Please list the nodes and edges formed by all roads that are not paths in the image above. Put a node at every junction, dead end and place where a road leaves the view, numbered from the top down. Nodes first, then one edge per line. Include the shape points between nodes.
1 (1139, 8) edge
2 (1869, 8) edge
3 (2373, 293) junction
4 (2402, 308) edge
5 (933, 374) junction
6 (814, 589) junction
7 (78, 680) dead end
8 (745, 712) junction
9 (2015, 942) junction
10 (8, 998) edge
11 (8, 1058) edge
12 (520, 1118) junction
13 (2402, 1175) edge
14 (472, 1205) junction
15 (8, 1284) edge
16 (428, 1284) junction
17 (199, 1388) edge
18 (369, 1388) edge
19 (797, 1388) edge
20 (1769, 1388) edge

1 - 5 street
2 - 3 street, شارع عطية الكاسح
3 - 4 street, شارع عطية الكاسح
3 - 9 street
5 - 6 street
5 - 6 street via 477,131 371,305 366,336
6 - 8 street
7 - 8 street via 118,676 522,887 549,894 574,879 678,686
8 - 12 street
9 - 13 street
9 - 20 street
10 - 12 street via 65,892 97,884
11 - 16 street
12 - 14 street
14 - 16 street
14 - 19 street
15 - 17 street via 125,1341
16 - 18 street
--------------------------------------------------
**WHAT TO DO:**
The entries shown above must be restated word for word.

**ANSWER SECTION:**
Please list the nodes and edges formed by all roads that are not paths in the image above. Put a node at every junction, dead end and place where a road leaves the view, numbered from the top down. Nodes first, then one edge per line. Include the shape points between nodes.
1 (1139, 8) edge
2 (1869, 8) edge
3 (2373, 293) junction
4 (2402, 308) edge
5 (933, 374) junction
6 (814, 589) junction
7 (78, 680) dead end
8 (745, 712) junction
9 (2015, 942) junction
10 (8, 998) edge
11 (8, 1058) edge
12 (520, 1118) junction
13 (2402, 1175) edge
14 (472, 1205) junction
15 (8, 1284) edge
16 (428, 1284) junction
17 (199, 1388) edge
18 (369, 1388) edge
19 (797, 1388) edge
20 (1769, 1388) edge

1 - 5 street
2 - 3 street, شارع عطية الكاسح
3 - 4 street, شارع عطية الكاسح
3 - 9 street
5 - 6 street
5 - 6 street via 477,131 371,305 366,336
6 - 8 street
7 - 8 street via 118,676 522,887 549,894 574,879 678,686
8 - 12 street
9 - 13 street
9 - 20 street
10 - 12 street via 65,892 97,884
11 - 16 street
12 - 14 street
14 - 16 street
14 - 19 street
15 - 17 street via 125,1341
16 - 18 street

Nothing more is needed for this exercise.